§ **Action item**
Whenever the string "their" turns up in a line of the data below, copy that line.

§ **Extracted data**
↓
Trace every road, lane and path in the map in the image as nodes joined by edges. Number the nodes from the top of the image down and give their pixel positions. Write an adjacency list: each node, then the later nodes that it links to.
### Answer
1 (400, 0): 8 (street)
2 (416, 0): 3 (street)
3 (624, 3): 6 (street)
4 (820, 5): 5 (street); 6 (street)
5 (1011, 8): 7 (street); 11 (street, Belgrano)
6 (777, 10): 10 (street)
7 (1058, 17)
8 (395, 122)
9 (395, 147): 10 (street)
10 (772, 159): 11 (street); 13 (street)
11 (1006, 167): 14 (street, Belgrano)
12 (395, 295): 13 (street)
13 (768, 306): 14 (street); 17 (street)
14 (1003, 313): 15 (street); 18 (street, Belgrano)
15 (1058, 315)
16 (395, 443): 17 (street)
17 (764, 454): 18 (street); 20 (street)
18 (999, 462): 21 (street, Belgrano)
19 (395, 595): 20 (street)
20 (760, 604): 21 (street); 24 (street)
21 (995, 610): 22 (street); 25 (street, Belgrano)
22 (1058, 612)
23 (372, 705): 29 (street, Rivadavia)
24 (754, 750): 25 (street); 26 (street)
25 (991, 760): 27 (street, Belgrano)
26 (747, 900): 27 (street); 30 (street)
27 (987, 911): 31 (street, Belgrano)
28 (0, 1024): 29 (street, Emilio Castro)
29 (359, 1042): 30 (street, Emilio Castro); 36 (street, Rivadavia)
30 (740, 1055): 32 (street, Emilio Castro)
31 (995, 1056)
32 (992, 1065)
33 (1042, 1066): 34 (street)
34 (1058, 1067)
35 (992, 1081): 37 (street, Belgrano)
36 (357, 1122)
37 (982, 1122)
↑
↓
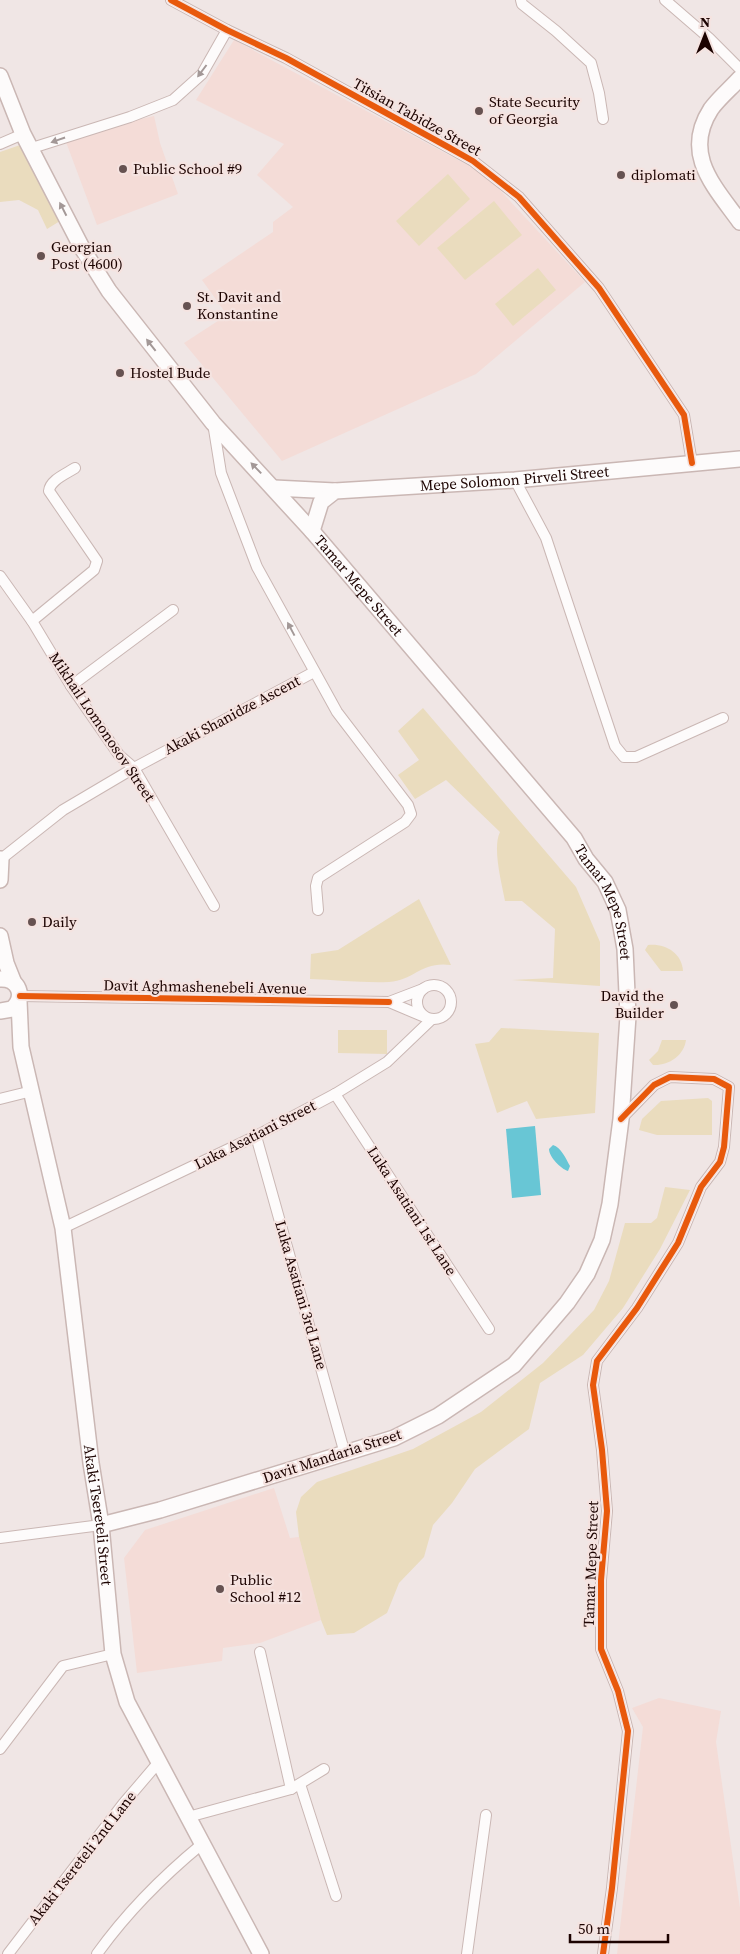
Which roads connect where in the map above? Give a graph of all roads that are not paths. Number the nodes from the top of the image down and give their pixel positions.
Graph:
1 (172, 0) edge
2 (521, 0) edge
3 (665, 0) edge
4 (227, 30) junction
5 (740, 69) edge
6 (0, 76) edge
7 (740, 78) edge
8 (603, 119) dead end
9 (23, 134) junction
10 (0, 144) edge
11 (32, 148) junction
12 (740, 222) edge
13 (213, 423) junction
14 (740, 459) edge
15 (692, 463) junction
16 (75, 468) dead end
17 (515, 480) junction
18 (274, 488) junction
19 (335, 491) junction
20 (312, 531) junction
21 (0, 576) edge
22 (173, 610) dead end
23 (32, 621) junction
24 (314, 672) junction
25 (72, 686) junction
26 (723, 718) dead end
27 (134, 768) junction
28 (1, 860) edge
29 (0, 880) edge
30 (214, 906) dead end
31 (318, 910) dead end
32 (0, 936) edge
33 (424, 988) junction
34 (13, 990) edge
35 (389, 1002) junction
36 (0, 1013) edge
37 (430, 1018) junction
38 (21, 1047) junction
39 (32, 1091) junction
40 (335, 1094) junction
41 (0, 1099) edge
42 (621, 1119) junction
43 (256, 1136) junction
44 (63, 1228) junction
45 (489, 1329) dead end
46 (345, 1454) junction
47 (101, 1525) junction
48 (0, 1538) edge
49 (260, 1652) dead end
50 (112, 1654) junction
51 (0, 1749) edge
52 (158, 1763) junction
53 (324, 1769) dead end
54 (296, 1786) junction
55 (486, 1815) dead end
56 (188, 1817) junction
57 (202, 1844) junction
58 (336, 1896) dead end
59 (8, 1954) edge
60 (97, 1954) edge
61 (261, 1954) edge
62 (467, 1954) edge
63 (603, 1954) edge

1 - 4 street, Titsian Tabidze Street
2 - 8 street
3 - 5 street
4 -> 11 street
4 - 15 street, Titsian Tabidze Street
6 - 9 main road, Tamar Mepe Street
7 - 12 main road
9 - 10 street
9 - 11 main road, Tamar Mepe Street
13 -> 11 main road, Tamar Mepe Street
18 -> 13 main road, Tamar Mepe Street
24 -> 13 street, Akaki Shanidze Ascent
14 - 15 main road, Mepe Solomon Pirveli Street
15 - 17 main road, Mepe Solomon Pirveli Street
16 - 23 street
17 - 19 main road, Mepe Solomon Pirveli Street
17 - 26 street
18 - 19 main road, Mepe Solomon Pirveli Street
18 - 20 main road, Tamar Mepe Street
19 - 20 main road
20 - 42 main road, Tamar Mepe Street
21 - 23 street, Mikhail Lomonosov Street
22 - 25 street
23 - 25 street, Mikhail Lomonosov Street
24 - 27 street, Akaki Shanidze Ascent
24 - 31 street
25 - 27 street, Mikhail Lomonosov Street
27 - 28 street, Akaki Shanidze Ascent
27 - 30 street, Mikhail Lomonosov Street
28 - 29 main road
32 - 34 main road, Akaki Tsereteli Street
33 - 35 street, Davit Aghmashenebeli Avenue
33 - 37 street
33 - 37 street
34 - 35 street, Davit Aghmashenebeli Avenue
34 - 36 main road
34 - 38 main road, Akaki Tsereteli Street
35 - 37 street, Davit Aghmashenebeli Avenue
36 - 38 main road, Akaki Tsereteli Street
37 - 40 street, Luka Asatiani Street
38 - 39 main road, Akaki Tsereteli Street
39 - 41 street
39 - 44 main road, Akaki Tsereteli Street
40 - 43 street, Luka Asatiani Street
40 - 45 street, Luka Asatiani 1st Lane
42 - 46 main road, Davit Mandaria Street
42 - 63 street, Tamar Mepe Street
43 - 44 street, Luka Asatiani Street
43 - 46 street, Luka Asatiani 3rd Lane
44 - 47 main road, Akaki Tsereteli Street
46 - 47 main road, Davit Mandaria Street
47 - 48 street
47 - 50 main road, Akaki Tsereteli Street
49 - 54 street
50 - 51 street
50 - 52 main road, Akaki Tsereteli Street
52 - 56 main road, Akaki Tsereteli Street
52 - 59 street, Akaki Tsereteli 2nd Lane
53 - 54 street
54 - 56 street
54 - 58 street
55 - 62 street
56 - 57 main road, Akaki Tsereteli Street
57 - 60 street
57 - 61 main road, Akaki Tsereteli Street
↑
§ **Task output**
Trace every road, lane and path in the map in the image as nodes joined by edges. Number the nodes from the top of the image down and give their pixel positions. Write an adjacency list: each node, then the later nodes that it links to.
Which roads connect where in the map above? Give a graph of all roads that are not paths. Number the nodes from the top of the image down and give their pixel positions.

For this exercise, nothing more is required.